Ecology will come first at couple's planned Champaign store

Ecology will come first at couple's planned Champaign store

CHAMPAIGN – Wendi and Bart Lindsay started their own eco-lifestyle at home.

Now they plan to open a store in downtown Champaign that will help other people find products – from baby diapers to housewares – that are earth-friendly.

The new store, to be called B. Lime, is set to open in November in a redeveloped building – which itself is undergoing a green construction makeover – at the northwest corner of Hickory and Washington streets.

B. Lime will be the inaugural retail tenant in that building, which has store space on the ground floor and apartments above.

B. Lime will carry items for the home, personal care and gifts, and the merchandise must be made by an eco-conscious company committed to using recycled, nontoxic, sustainable or organic materials, Wendi Lindsay said.

And if the item is locally made, so much the better, she said.

"That's the ultimate eco-friendly, because there's no transportation waste involved," she added.

Some of the items she and her husband plan to stock: pure cosmetics made without byproducts, organic cotton T-shirts and baby blankets, reusable baby diapers, laptop bags made out of recycled materials, teas and snack foods, pet products, cleaning and laundry products and jewelry.

The sign out front will be made from recycled materials, Lindsay said, and the floor inside will be made from bamboo.

The store "sort of fit our niche," she said.

Both she and her husband are in the health and wellness field, with Wendi Lindsay a nutritionist and wellness coach who manages nutrition and wellness education for Matzner Chiropractic and has a retail background with Bath & Body Works and Winding Way Farms Health Foods in Indianapolis. Her husband has a background in ecology and works as a personal training coordinator at the Mettler Center.

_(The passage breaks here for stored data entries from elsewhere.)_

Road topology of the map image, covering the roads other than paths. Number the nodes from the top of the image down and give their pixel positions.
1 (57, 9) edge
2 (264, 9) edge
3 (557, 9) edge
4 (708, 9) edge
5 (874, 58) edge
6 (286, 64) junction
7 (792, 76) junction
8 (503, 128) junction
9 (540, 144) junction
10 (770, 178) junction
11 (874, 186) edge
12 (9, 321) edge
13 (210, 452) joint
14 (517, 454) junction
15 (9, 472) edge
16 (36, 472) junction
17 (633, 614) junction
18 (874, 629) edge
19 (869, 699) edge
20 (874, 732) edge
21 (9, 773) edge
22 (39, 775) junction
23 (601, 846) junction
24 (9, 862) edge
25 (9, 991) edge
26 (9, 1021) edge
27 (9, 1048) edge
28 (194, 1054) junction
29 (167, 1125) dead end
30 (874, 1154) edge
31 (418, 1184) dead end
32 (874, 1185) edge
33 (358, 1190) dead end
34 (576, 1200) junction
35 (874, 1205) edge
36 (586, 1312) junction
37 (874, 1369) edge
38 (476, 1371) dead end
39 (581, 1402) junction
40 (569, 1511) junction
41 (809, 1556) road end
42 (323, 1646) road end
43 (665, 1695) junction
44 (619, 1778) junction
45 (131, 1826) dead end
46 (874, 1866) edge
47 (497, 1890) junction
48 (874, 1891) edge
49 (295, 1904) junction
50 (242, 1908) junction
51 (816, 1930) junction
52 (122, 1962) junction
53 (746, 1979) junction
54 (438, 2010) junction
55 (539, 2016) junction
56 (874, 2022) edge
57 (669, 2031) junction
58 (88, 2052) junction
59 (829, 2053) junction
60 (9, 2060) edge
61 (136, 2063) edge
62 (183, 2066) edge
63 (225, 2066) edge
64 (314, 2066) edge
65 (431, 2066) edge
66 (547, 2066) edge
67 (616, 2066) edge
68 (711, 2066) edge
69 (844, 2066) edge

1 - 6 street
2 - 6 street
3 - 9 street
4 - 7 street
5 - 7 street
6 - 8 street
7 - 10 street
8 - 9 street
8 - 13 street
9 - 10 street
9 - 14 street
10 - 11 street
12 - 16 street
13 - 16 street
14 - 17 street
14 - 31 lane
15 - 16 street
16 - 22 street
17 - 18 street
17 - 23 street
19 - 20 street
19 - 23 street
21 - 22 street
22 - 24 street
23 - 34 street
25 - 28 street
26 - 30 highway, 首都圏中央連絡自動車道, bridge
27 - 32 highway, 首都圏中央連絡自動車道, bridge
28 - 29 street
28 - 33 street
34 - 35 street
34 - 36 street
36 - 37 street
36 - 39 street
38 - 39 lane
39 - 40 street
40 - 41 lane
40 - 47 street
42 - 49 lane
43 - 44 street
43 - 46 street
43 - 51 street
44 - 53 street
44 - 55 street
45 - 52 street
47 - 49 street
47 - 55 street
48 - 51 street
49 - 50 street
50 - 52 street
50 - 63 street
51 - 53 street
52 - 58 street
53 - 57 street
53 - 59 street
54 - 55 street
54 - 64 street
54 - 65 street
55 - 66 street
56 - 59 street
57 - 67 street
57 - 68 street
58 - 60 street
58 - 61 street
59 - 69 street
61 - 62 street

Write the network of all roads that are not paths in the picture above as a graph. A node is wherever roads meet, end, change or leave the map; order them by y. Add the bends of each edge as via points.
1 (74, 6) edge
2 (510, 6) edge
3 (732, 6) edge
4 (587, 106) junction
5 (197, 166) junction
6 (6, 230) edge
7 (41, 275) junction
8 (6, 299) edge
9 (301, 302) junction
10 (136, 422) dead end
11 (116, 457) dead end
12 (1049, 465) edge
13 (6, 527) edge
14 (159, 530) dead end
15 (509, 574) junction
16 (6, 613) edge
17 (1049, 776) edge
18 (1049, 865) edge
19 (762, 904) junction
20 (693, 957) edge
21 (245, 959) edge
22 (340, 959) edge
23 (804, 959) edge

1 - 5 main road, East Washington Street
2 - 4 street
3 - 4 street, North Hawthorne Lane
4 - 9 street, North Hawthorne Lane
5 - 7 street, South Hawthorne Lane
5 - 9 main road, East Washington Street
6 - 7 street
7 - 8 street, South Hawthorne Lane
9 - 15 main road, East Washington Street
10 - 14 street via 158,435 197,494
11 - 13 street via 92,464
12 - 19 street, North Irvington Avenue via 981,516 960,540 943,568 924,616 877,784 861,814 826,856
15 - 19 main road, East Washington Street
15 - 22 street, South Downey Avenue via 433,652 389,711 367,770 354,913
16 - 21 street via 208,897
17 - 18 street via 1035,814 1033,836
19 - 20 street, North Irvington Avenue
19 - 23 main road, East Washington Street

She and her husband are longtime recyclers at home, Wendi Lindsay said, but some time ago decided to take their efforts a step further by choosing the products they buy more carefully in terms of what they're made of and how environmentally friendly the company making them is.

"We try to limit our impact as much as possible, and that's kind of how this (store) came about," she added.

Lindsay said she and her husband believe making one small change in life for a better environment can inspire a wave of better choices.

"The idea is to change our line of thinking," she said. "We've all got to start thinking differently these days."

Michael Markstahler, who with partner Janice Juraska redeveloped the building and renamed it The Hickory, said B. Lime will take up 1,535 square feet of the west half of the building's Washington Street frontage.

And for him, it couldn't be a better first tenant for the space.

"We are trying to move the project along very fast because we want to have them open Nov. 1 for Christmas shopping," he said.

Markstahler said he still has 10,000 square feet of commercial space left to lease on the ground floor of the building, and all 11 apartments upstairs are leased.